Monday, June 16, 2014

Mermelada

At the Friday farmer's market in Esteli, crowded onto the La Garnacha table along with artisan cheese and locally-harvested honey, are an assortment of jams: papaya and pineapple, mango, guayaba, and rose of jamaica. These jams are made by a women's cooperative in the tiny community of Potrerillos, a good 3-mile walk from San Nicolas.

For months our friend Pedro has been asking us to come visit his house and learn how to make jam with his wife and the two other women involved in the cooperative. This last weekend, it finally worked out.

On Saturday morning, we hiked through hills that are just beginning to be green with the start of the rainy season. In a landscape where there are no houses in sight and the tiny white dots you see perched on distant mountains are really cows, you don't necessarily expect to hear church music and aleluya Jesuses blaring brokenly in the distance. But since jumbo sound systems and TV made it to the campo of Nicaragua, anything and everything has become possible.

By the time we got to Pedro's house, the jam-making women had already started chopping. Pedro's wife is a younger woman whose birthing of two children in the past four years has apparently had no long-term effect on her tiny figure. The other two women in the cooperative are Pedro's sister, who lives in the same house and another friend of theirs who lives in a different but equally remote community.

These three women formed this cooperative two years ago when a Swiss expat, Lisu, taught them how to make jam. Since then, they've been getting together to make jam almost twice a month. They make jam with whatever fruits are in season and sell the little jars to La Garnacha for 35 cordobas, or $1.35 each.

Like so many other women in this area, none of these three has a formal job. Instead, they spend their days with the full-time work of caring for their children, cooking, doing laundry, and cleaning the house while the men in their family work in the fields. So for these women, as well as being a good excuse to spend time with female friends, making jam is also a way of earning their own income.

While the women showed me how to chop the pineapple and papaya into tiny, pea-sized pieces, Davie took on the task of entertaining Pedro's four-year-old son Engel, who wanted us to take a picture of every item in his house. (It's probably not every day that he gets a chance to impress gringos). They fed us a yummy lunch of beans, avocado, and chia lemonade and we watched the world cup.

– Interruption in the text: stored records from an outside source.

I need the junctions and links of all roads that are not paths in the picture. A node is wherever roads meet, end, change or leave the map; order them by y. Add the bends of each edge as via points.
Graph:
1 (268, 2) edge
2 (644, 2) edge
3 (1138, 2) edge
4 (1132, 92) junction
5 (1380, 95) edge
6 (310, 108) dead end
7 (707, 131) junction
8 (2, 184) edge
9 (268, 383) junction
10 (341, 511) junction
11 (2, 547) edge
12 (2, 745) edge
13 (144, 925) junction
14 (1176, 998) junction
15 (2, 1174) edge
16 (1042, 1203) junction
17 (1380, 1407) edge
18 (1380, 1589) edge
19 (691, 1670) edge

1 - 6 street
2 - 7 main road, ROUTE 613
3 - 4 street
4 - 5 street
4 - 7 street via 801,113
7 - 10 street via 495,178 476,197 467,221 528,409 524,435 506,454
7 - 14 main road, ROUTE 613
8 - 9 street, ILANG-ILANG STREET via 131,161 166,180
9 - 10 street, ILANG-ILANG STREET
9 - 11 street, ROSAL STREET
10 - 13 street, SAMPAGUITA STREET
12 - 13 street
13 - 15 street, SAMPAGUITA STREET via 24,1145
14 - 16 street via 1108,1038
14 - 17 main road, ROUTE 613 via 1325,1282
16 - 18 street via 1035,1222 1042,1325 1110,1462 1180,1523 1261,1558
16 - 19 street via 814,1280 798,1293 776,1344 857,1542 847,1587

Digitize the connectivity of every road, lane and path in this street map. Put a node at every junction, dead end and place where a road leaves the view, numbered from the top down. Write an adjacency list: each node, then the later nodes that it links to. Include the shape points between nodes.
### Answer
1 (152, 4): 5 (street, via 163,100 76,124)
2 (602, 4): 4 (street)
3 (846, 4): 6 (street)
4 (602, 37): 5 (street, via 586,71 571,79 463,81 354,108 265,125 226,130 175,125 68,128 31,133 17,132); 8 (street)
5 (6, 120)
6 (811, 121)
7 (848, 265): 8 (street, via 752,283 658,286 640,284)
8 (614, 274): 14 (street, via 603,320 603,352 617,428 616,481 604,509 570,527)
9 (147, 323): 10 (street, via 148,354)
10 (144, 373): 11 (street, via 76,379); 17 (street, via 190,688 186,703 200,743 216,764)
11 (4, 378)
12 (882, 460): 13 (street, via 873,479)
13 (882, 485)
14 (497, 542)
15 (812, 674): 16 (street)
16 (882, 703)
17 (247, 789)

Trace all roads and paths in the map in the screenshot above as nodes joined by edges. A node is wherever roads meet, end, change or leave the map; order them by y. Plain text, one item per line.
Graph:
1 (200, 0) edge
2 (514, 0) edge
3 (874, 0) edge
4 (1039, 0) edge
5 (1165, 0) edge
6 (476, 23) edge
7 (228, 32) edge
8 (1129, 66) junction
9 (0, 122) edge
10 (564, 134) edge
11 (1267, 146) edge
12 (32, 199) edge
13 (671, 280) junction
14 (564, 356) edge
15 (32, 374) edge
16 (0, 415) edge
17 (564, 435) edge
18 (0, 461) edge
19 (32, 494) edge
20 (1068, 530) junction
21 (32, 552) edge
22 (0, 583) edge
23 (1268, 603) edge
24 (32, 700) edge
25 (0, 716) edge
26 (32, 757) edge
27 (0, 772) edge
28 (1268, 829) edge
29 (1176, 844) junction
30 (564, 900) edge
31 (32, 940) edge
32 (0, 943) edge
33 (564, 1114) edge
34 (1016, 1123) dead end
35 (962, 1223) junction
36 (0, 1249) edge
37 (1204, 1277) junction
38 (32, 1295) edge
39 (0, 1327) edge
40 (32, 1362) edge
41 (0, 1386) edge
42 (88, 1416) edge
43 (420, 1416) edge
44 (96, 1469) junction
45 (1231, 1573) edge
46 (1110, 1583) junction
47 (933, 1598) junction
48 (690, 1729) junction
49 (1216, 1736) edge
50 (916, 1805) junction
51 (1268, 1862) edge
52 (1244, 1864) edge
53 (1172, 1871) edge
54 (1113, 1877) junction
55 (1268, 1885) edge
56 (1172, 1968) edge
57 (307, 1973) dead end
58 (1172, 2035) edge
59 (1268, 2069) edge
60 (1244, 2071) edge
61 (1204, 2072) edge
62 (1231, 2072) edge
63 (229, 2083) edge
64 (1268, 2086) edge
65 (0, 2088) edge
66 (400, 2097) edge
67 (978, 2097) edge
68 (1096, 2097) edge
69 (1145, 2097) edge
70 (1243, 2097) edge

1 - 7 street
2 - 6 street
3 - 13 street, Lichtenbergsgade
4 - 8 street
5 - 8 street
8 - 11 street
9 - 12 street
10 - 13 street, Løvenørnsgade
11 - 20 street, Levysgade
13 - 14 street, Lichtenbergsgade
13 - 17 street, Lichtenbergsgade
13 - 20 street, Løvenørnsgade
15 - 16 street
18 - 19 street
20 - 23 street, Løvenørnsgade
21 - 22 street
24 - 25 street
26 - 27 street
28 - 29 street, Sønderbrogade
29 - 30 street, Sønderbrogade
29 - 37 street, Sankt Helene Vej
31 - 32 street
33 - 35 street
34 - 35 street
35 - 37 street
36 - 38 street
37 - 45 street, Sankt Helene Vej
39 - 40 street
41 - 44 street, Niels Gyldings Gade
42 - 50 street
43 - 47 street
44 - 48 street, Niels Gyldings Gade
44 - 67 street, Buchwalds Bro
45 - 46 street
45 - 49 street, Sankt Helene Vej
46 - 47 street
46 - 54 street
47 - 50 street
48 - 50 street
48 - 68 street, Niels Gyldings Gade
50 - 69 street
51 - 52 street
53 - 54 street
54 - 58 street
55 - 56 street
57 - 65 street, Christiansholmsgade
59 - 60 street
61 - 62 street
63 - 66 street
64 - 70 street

While we chopped and stirred, the women told us about their families. Pedro's sister told me that she had grown up and lived in that very spot all her life, although the house was built more recently. When it came time to cook the jam, they whipped out their gas stove, which they use exclusively to make the jam. All the rest of their food they cook over a wood fire in a separate room, but the smoke from the fire gives the jam a bad taste.

When we walked home to San Nicolas later that afternoon, it was with two jars of pineapple-papaya jam and the recipe to make it. Here it is.

Papaya-Pineapple Jam


1 papaya (not completely ripe)
1 Hawaiian pineapple
¼ cup of lime juice
1 orange peal – only use the white part
sugar

Peal the papaya and pineapple, making sure to remove all of the spiky bits of the pineapple. Dice the papaya and pineapple into really small, pea-sized pieces, discarding the seeds and removing the tougher inner core of the pineapple. Mix the diced pieces together and add the lime juice. At this point, weigh the fruit and note how many pounds it is. Shave off the white part of one orange peal and wrap and tie this in two tea bags. (This serves as pectin, a gelling agent).

Divide the papaya-pineapple mixture equally into two pots (or if you have a huge pot, you could probably just use that) and throw an orange peal bag into each pot. Cook over a stove, without a lid. Once it's hot, you'll gradually start adding the sugar. To figure out how much sugar to use, multiply the weight of the fruit mixture by 0.8 and use that many pounds of sugar. Gradually add the sugar, stirring as you do.

Cook for 45 minutes. A foam will start to develop on the top; skim this off and remove it. Then cook for another 20 or 30 minutes. Pour the still-hot jam into sterilized glass jars right away, filling them up to the top and sealing them with the lid.